District Court for South Dakota, Sioux Falls, sitting by designation.
shifting framework did not apply to the 1994 deficiency, because the parties
stipulated that the IRS’s investigation of those deficiencies commenced prior to
July 22, 1998. Nor did the Tax Court err in determining § 7491’s burden shifting
framework did not apply to the 1993 and 1995 deficiencies due to the Swansons’
failure to introduce credible evidence and failure to cooperate with the
Commissioner. The Tax Court’s determination that the Swansons were not
credible was not clearly erroneous, given (among other things), the Swansons’
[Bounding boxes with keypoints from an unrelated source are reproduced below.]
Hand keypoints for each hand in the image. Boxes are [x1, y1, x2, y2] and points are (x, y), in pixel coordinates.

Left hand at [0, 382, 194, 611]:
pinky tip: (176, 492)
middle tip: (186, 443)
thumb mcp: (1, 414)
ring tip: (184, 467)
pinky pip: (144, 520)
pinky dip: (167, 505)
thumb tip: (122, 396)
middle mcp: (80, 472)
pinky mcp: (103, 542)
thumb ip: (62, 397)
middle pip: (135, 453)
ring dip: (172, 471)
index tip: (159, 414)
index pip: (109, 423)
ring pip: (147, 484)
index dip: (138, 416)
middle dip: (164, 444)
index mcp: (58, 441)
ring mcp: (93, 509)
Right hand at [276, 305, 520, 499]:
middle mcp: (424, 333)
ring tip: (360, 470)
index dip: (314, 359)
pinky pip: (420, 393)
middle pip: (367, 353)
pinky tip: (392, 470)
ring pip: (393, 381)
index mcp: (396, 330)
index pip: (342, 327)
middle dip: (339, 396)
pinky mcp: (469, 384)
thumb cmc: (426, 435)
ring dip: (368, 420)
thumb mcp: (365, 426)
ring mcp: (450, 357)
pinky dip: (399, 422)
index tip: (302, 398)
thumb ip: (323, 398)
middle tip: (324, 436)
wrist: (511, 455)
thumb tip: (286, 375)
claim that clearly personal expenses were deductible “management expenses,” that
they relinquished their ownership interest in FSH “for nothing more than a
stranger’s promise of a loan,” and they claimed never to have discussed tax
avoidance with Evans and O’Brien, despite the fact that Evans and O’Brien were
both convicted of promoting tax evasion schemes. See Wood v. Comm’r, 338 F.2d
602, 605 (9th Cir. 1964). The Tax Court’s determination that certain personal
expenses were not business expenses was not contrary to the parties’ stipulation.
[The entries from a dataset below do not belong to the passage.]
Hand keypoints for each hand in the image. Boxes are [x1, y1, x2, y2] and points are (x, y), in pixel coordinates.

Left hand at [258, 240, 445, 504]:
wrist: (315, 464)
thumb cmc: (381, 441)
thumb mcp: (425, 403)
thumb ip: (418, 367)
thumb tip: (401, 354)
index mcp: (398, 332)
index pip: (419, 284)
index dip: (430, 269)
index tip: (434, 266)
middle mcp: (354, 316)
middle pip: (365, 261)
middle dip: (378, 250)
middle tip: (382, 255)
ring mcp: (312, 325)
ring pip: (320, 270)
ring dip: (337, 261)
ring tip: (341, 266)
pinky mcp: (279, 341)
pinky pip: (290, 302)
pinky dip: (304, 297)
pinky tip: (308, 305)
The Swansons did not identify any specific inconsistencies, and the stipulation
stated that the Commissioner did not agree with the Swansons’ characterization of
all of their personal expenses or stipulate to the accuracy of all their exhibits. Nor
did the Tax Court clearly err in determining that the Swansons were not
-2-
cooperative with the Commissioner, given evidence that they brought a law suit
against one IRS agent and refused to answer questions posed by his successor.
The Tax Court did not err in holding that FSH Services lacked economic
substance. See Sparkman v. Comm’r, 509 F.3d 1149, 1155 (9th Cir. 2007); see
also Markosian v. Comm’r, 73 T.C. 1235, 1243–45 (1980). The Tax Court’s
conclusions that the Swansons’ relationship with FSH’s property did not materially
differ before and after the creation of the trust, that neither Evans nor O’Brien
functioned as an independent trustee, that economic benefits did not inure to other
beneficiaries of the trust, and that the Swansons failed to respect the rules and
restrictions of the trust were not clearly erroneous. Sparkman, 509 F.3d at 1155.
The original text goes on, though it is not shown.